Мы жили в Блумсбери, среди зеленых теней справа от центра города, там, где обитали только студенты да странные старые дамы давно забытого средне-европейского происхождения — перелетные птицы и загнивающие под коркой американского туризма.
Я настоял на том, чтобы остаться в Блумсбери, руководствуясь каким-то вывихнутым стремлением к столичности, которое, по сути, являлось местечковой боязнью грязи и людей из провинции. Но сельский мальчик, которым я был в душе, взял верх, и лондонский район WC1 превратился для меня в ту же деревню. Так что жизнь моя теперь протекала в пространстве, ограниченном семью загаженными собаками площадями, газетными киосками под синими вывесками и магазинами, освещенными лампами дневного света, в которых покупателей обдирали как липку. Чтобы попасть на работу (четыре дня в неделю я редактировал книжные обзоры в газете, пятый уходил на составление биографии — занятие, которое вызывало у меня все большее и большее чувство ужаса), мне приходилось выбираться на соседнюю Клакенвелл. Всего-то десять минут ходьбы, но словно другой мир. А вот Лелии, чтобы дойти до университета, где она работала, нужно было прогуляться от нашего дома до Рассел-сквер. Жить в этом районе меня заставляло странное упрямство — Блумсбери все-таки не Бодмин Мур. И уж я никак не мог ожидать, что Сильвия тоже может жить в этом районе.

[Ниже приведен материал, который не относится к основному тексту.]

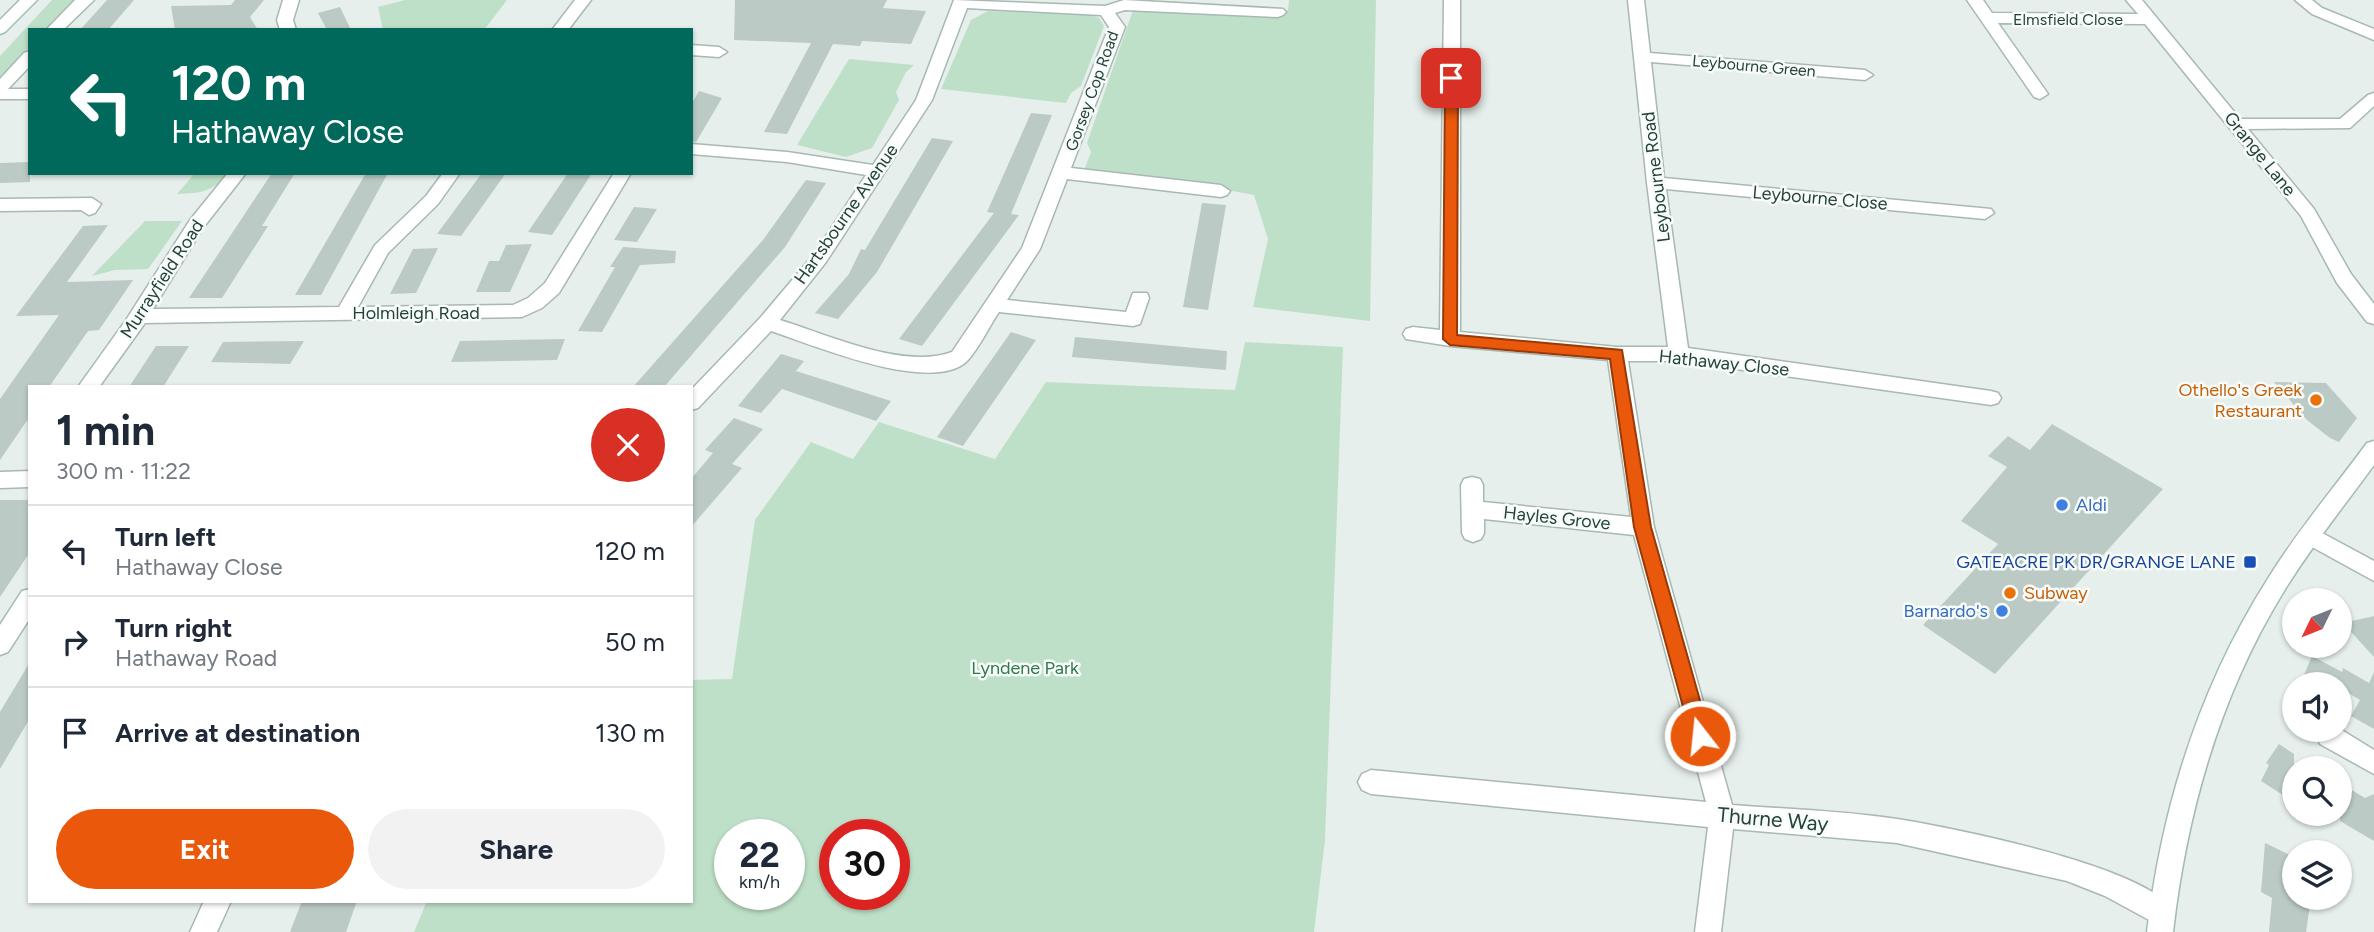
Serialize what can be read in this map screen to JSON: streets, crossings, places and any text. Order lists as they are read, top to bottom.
{
  "streets": {
    "street": [
      "Elmsfield Close",
      "Leybourne Green",
      "Gorsey Cop Road",
      "Grange Lane",
      "Leybourne Road",
      "Leybourne Close",
      "Hartsbourne Avenue",
      "Murrayfield Road",
      "Holmleigh Road",
      "Hathaway Close",
      "Hayles Grove",
      "Thurne Way"
    ]
  },
  "crossings": [
    ["Elmsfield Close", "Grange Lane"],
    ["Leybourne Green", "Leybourne Road"],
    ["Gorsey Cop Road", "Hartsbourne Avenue"],
    ["Leybourne Road", "Leybourne Close"],
    ["Leybourne Road", "Hathaway Close"],
    ["Murrayfield Road", "Holmleigh Road"]
  ],
  "parks": ["Lyndene Park"],
  "places": {
    "other": [
      "Othello's Greek Restaurant",
      "Aldi",
      "Subway",
      "Barnardo's"
    ],
    "transit": ["GATEACRE PK DR/GRANGE LANE"]
  },
  "north": "bottom left",
  "page": {
    "turn": ["120 m", "Hathaway Close"],
    "heading": ["1 min", "300 m · 11:22"],
    "list": [
      {
        "name": "Turn left",
        "note": "Hathaway Close",
        "value": "120 m"
      },
      {
        "name": "Turn right",
        "note": "Hathaway Road",
        "value": "50 m"
      },
      {
        "name": "Arrive at destination",
        "value": "130 m"
      }
    ],
    "buttons": ["Exit", "Share"],
    "speed": "22 km/h",
    "limit": "30"
  }
}
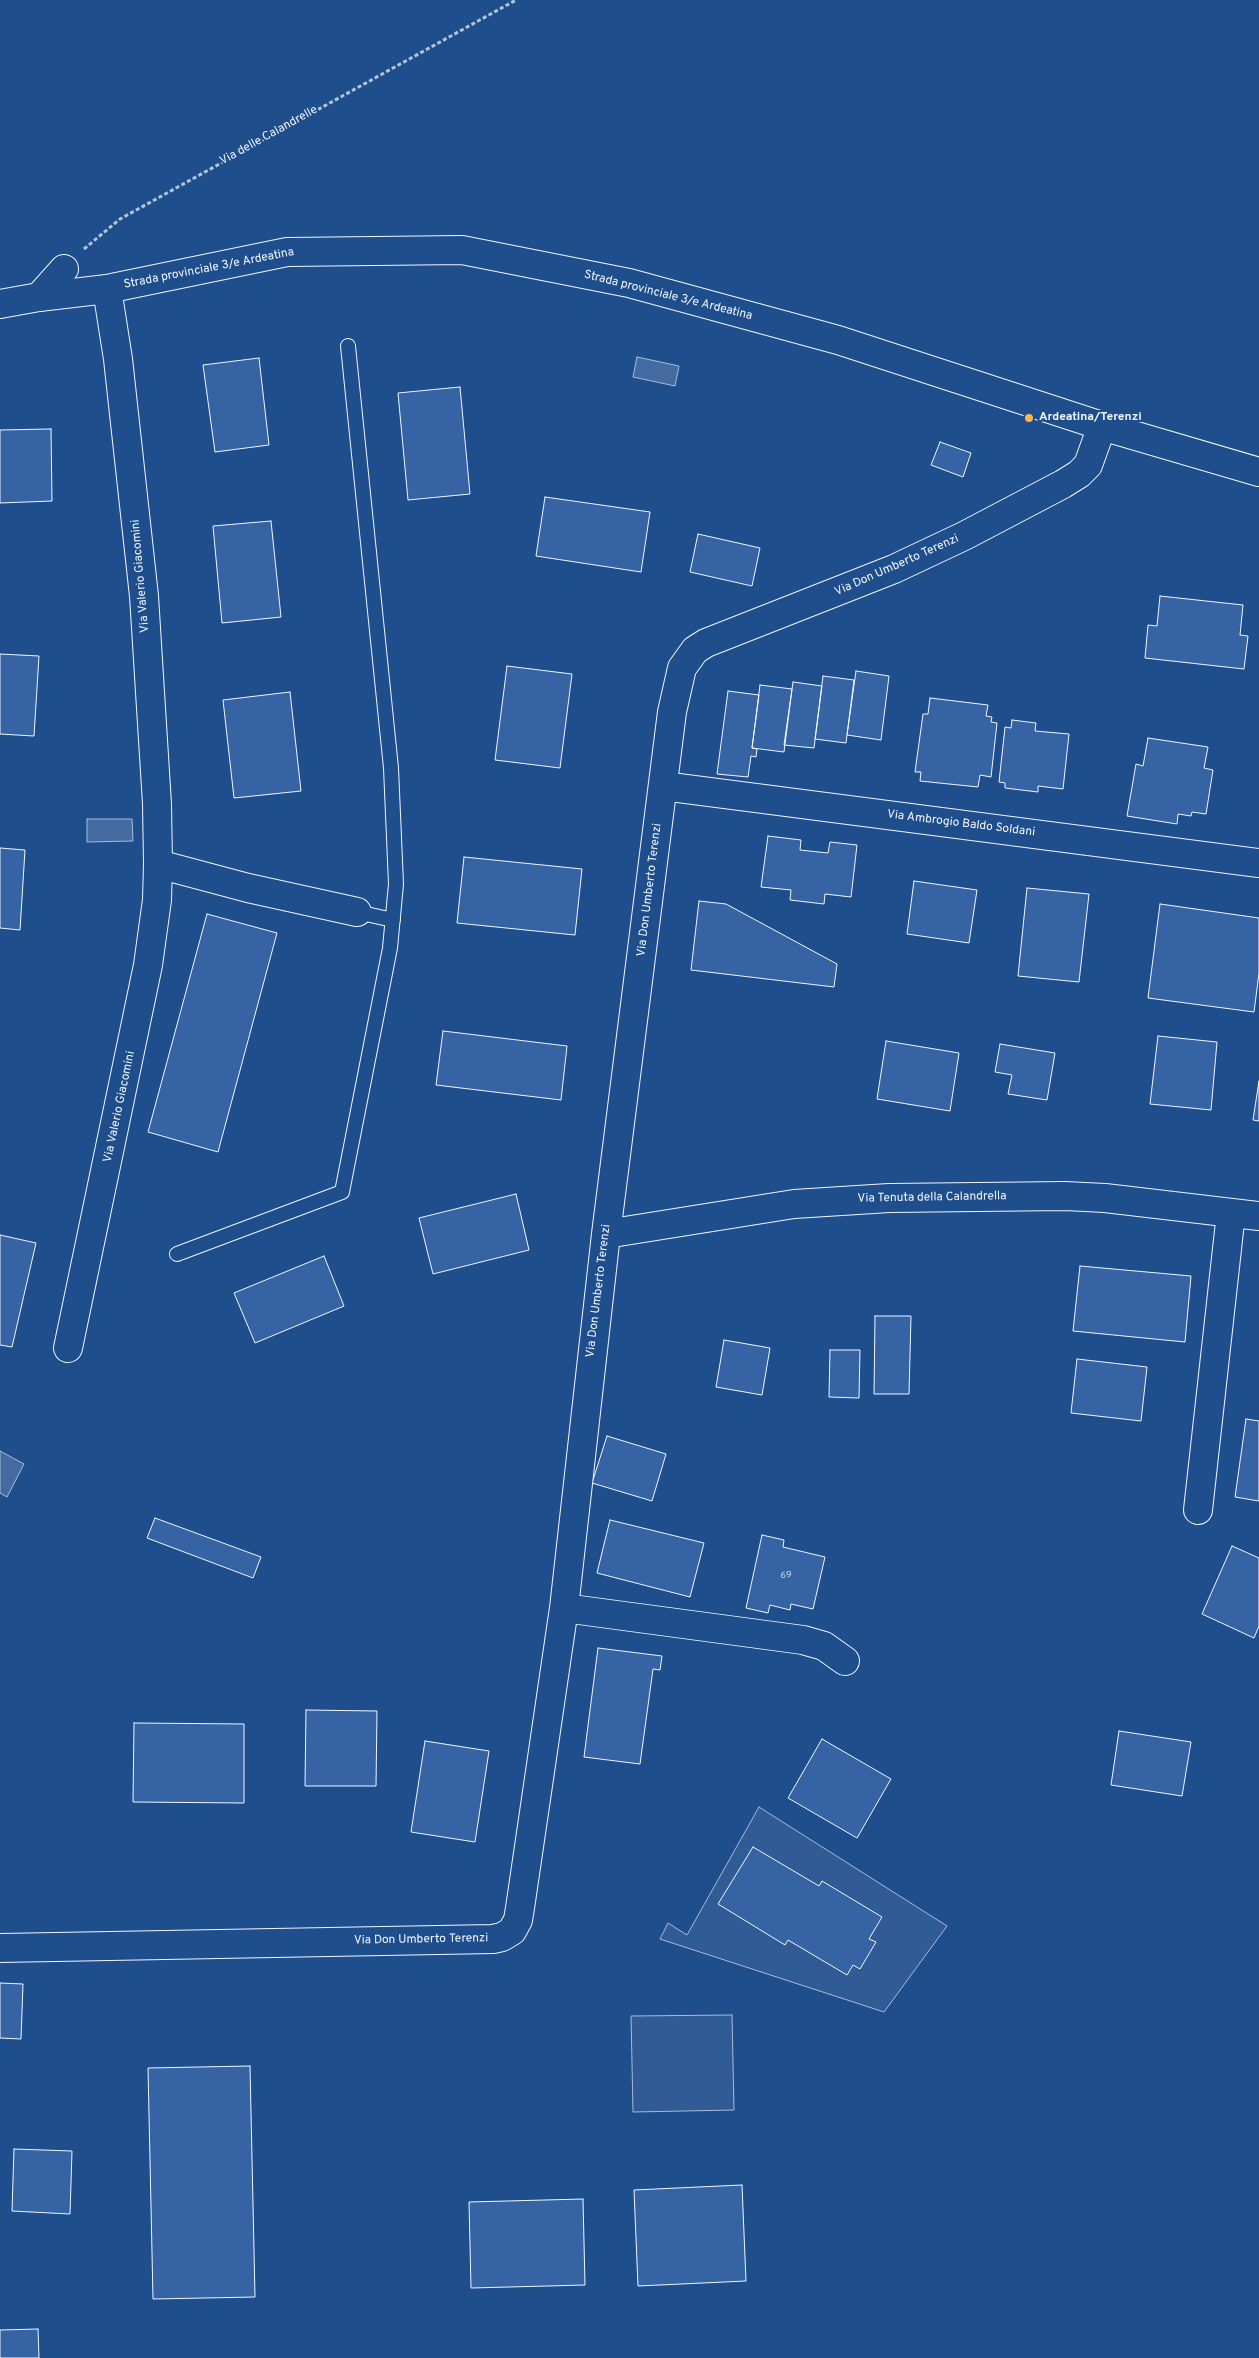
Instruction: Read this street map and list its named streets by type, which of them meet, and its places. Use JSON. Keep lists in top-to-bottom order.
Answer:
{
  "streets": {
    "street": [
      "Strada provinciale 3/e Ardeatina",
      "Via Don Umberto Terenzi",
      "Via Valerio Giacomini",
      "Via Ambrogio Baldo Soldani",
      "Via Tenuta della Calandrella"
    ],
    "path": ["Via delle Calandrelle"]
  },
  "crossings": [
    ["Strada provinciale 3/e Ardeatina", "Via Don Umberto Terenzi"],
    ["Strada provinciale 3/e Ardeatina", "Via Valerio Giacomini"],
    ["Via Don Umberto Terenzi", "Via Ambrogio Baldo Soldani"],
    ["Via Don Umberto Terenzi", "Via Tenuta della Calandrella"]
  ],
  "places": ["Ardeatina/Terenzi"],
  "house_numbers": ["69"]
}
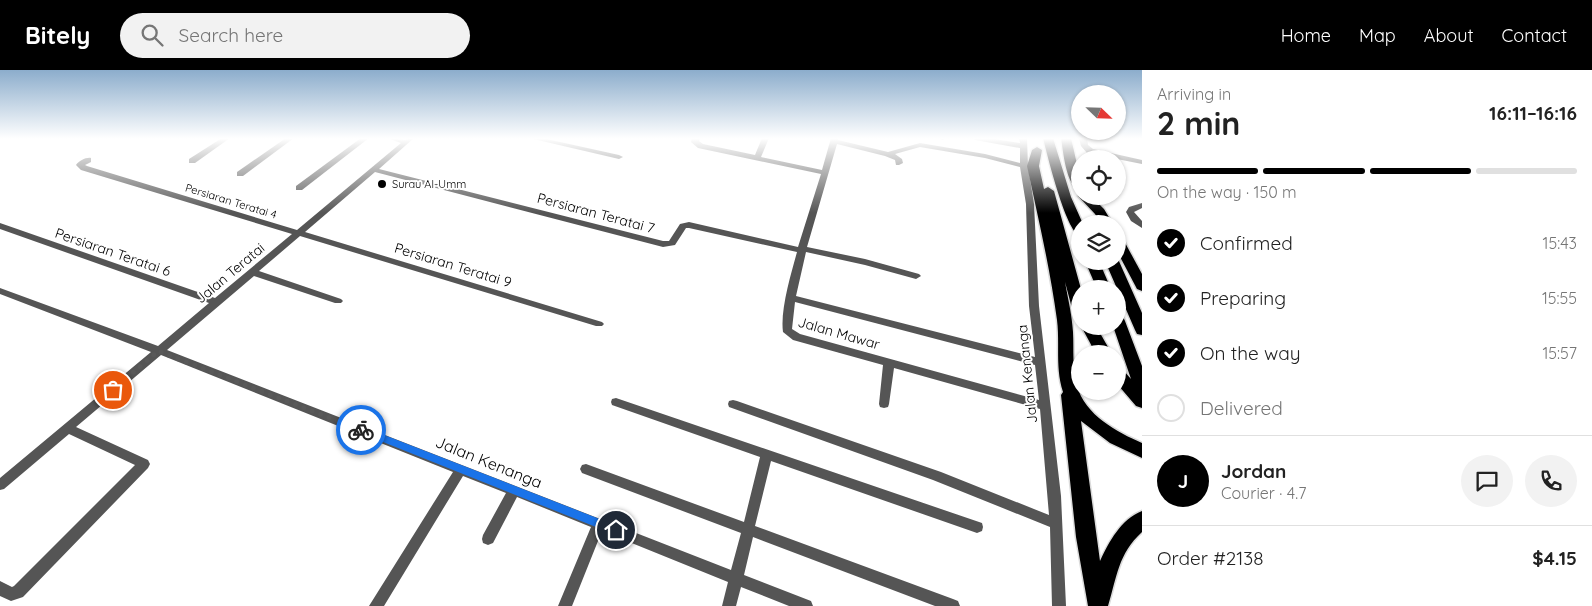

Наша тесная квартирка находилась в доме на Мекленбур-сквер, на высоте трех лестничных пролетов; окна с одной стороны выходили на удивительные зеленые лабиринты частного сада, а с другой — на архитектурное уродство в стиле ар деко, с бельевыми веревками и крошащимися железными балконами над постоянно шумной дорогой. Квартира преобразилась, когда в ней поселилась Лелия. Из запущенной маленькой квартирки с лестницей, заваленной старыми газетами, она превратилась в более или менее сносное жилье, похожее на крошечный частный домик.
— Коттедж! — как-то объявила она, и с тех пор мне стало казаться, что мы живем в одном из тех миниатюрных домов с покатыми крышами, которые строят на берегу моря. Одна спальня и кладовка под низким корабельным потолком, обшитым красно-коричневой древесиной; световой люк, выходящий на крохотную секцию крыши, на которую Лелия выставляла растения в горшках дышать пыльным воздухом; мой маленький кабинет и большая комната с высокими окнами во внешний мир, где мы и проводили больше всего времени, внизу. Длинные занавески подметают старые половицы, стол вечно заставлен кипами писем, бумаг, подставками для свечей, растениями с обсыпающимися листьями и всякими побрякушками, которые покупала Лелия.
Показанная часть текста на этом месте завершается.